Because the two systems differed, a mnemonic compromise
was selected."
So, what BSD had a `-g' option which behaved like `-A'?
In any case, I figured that if the option has been a no-op, and
undocumented for 10+ years, that it would be safe to just steal it.
I am going to assume this is okay, unless there is some strong
objection to it.
- - - - -
The SUSv3 standard describes an option `-U userlist':
Write information for processes whose real user ID numbers
or login names are given in userlist
We already have a `-u`, and I even use it, so I wasn't going to
steal that! However, I did want to have this ability, so I added
it as -R. I will assume this seems reasonable.
- - - - -
SUSv3 does not describe the option `-s sidlist', but many of the
other ps's that I work with have it, and I like having that ability.
I can imagine people screaming "creeping featurism!", but hey, I
was on a roll and it seemed like a pretty safe thing (standards-
wise) to add. I *like* creeping features, as long as they don't
bloat the code too much...
- - - - -
Indirectly related to that, I noticed that there was a flag named
KERN_PROC_SESSION defined for the kvm_getprocs() routine.

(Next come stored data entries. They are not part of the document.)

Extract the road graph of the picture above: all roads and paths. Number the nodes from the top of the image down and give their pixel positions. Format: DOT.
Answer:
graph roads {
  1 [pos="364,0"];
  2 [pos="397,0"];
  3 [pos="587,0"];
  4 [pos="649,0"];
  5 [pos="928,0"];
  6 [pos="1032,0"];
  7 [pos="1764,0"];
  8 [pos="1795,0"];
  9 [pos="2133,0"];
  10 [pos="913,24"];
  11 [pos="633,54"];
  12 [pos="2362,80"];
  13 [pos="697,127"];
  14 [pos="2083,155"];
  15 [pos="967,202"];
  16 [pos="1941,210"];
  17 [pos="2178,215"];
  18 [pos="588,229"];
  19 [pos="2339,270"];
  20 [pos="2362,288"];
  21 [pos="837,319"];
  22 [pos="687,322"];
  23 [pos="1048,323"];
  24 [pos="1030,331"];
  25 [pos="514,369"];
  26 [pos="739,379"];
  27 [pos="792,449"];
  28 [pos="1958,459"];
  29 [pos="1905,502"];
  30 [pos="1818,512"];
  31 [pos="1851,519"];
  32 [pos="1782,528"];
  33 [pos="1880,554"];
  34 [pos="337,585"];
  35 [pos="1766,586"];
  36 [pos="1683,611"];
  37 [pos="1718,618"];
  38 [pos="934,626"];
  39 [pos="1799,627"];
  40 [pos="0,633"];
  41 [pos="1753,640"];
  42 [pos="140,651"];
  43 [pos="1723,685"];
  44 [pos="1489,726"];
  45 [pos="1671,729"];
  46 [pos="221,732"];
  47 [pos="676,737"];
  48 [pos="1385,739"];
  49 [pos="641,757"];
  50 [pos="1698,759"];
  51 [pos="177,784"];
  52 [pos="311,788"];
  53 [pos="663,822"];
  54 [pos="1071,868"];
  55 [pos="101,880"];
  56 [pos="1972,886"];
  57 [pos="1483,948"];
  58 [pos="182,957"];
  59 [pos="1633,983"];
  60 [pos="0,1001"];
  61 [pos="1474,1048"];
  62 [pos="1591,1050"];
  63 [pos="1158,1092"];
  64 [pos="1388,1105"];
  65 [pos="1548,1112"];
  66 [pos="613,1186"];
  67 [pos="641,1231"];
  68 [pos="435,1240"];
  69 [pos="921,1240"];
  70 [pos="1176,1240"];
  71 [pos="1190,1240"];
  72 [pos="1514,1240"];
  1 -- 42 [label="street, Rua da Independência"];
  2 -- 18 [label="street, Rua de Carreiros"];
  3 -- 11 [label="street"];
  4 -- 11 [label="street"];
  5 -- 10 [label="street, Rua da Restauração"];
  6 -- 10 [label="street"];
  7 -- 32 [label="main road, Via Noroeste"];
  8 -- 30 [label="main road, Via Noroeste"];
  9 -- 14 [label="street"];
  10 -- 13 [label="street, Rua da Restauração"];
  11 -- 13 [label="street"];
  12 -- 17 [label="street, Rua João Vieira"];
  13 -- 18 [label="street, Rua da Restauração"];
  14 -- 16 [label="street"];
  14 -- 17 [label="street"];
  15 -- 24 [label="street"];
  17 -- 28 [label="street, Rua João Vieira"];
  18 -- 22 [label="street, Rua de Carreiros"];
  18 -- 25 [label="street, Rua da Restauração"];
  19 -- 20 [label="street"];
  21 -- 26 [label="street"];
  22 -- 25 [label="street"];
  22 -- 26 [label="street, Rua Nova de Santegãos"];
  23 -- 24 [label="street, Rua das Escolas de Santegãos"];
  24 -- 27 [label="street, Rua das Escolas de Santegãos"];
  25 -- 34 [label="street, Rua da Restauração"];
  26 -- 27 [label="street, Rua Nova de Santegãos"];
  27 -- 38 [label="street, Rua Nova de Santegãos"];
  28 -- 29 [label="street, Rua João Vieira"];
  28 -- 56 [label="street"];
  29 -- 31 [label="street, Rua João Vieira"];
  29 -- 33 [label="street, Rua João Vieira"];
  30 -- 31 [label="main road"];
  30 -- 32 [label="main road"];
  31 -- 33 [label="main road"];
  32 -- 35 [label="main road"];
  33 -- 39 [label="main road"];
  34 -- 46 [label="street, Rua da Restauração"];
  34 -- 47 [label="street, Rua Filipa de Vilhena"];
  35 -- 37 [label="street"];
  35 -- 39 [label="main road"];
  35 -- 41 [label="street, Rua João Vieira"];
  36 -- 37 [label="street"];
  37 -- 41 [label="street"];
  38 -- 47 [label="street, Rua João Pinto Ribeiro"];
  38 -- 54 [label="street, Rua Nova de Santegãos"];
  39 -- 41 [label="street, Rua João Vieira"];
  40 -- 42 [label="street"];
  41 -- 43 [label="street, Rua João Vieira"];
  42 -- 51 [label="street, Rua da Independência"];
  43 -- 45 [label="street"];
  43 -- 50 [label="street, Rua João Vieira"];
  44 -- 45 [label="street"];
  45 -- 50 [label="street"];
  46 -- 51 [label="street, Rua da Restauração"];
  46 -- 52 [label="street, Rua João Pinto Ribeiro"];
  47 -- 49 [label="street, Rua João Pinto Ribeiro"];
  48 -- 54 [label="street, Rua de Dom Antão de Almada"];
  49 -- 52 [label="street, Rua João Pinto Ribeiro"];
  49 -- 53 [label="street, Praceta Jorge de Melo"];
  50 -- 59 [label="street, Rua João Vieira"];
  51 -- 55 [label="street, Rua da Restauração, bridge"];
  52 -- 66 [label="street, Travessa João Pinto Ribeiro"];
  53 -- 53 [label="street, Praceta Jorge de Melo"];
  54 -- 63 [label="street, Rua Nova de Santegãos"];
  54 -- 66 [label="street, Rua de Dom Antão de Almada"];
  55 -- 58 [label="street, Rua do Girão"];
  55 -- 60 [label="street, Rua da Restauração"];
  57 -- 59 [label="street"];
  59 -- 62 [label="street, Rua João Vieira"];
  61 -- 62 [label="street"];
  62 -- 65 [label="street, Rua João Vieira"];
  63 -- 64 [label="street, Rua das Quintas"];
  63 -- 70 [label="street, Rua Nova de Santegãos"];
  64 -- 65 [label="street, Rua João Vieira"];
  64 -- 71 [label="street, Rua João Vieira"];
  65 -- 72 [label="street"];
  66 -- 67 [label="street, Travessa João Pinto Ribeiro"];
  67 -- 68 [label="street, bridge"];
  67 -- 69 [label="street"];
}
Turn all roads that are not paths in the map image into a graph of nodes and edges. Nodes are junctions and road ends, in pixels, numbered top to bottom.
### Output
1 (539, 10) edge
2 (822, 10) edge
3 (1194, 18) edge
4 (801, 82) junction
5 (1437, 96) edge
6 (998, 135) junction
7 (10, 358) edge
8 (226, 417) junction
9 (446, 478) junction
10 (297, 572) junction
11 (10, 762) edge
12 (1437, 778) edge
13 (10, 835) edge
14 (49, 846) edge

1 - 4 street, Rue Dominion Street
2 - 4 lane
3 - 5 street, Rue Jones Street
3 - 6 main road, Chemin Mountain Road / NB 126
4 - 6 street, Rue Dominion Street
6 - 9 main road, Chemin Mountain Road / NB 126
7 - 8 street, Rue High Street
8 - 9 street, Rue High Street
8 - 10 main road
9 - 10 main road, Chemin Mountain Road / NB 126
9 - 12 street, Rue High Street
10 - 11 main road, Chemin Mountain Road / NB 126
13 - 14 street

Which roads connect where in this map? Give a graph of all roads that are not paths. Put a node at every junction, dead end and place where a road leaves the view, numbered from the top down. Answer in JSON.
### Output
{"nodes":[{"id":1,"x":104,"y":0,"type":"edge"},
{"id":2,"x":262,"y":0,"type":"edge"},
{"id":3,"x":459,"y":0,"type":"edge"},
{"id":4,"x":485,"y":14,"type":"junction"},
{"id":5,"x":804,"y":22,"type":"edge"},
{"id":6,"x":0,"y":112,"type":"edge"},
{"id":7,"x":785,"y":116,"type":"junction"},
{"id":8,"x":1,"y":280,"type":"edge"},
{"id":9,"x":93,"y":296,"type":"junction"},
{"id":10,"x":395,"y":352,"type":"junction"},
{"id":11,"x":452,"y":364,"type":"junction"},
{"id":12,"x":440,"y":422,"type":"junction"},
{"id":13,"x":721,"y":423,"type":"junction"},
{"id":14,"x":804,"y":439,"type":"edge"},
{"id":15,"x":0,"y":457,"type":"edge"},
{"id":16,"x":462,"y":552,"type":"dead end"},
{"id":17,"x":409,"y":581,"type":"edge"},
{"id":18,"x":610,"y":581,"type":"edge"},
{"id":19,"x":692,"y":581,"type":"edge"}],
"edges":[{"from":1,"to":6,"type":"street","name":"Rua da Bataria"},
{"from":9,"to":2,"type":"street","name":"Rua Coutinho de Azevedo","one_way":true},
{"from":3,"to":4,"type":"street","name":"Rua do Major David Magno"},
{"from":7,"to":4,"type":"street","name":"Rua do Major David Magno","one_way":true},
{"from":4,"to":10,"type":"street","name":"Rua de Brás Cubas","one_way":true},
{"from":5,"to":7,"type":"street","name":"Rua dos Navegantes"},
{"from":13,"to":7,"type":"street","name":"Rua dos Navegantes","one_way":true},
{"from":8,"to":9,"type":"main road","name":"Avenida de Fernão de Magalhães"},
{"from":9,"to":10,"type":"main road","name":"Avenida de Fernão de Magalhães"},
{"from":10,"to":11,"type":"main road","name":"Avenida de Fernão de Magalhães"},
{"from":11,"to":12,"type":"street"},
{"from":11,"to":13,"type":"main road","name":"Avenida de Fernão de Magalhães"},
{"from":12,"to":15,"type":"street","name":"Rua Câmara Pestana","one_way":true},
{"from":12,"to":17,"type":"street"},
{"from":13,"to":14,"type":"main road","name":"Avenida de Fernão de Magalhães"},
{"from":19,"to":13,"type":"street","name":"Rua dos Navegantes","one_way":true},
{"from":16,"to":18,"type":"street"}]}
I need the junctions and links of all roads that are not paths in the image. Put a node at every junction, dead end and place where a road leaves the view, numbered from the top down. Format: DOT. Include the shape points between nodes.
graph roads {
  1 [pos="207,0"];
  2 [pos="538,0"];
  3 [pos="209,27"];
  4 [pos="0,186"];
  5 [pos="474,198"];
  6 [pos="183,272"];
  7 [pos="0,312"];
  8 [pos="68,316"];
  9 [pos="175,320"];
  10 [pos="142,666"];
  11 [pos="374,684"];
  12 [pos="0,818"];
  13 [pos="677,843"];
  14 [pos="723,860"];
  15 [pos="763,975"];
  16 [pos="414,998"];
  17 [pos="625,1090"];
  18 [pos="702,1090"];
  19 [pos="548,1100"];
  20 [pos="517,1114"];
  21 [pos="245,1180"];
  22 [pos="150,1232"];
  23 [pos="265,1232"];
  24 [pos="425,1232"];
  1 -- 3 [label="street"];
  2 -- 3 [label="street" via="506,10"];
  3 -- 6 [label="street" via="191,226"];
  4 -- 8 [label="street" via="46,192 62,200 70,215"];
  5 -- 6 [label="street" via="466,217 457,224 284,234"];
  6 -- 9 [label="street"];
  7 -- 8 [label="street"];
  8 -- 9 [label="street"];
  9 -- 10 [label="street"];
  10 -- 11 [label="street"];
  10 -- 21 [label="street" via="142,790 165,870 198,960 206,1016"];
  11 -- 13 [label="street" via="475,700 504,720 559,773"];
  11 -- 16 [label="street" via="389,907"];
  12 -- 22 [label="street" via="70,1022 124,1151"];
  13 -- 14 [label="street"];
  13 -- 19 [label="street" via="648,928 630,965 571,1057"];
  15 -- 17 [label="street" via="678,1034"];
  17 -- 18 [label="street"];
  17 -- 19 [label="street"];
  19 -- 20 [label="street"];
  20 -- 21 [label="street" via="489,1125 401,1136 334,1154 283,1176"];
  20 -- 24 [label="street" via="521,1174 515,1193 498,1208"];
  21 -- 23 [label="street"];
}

But when
I tried to use that flag, I get an error:
ps: kvm_getprocs: No such file or directory
I do not have the time to look into this, so I guess I should write
up a PR for it. (or is it not-supposed to work?). It was easy to
avoid that by having the main() routine always do the selection
for '-s' processing.
- - - - -
One of the things I puzzled over for awhile was how `-x' processing
should interact with all the "selector options". I decided that
by default, all the options (except -p) should act like -x was
NOT specified. By that I mean they will NOT match processes
which have no controlling terminal. (it is a little confusing to
discuss this, due to all the double-and-triple negatives...).
That way, if the user does want to see those extra processes,
they can specify -x to see them, no matter what selectors were
specified. If I did it the other way, then the user would need
yet another (new) option to indicate that they did NOT want to
see those processes.
I also reasoned that 'ps' (with no options) should behave the
same as 'ps -U myuserid'. Prior to my updates, 'ps -U userid'
DID show the extra processes, but a plain 'ps' did not. So,
what I have implemented is a slight change in behavior. The
code in question had said:
case 'U':
uids = getuids(optarg, &nuids);
xflg++; /* XXX: intuitive? */
break;
And I decided to answer that as "No". This is a minor change
in behavior, but I'm hoping that in practice nobody will have
any problems due to this. If they do, "just add -x"...
- - - - -
Obviously the code for `-p pidlist' should show every process
it is told to, without caring if it has a controlling terminal.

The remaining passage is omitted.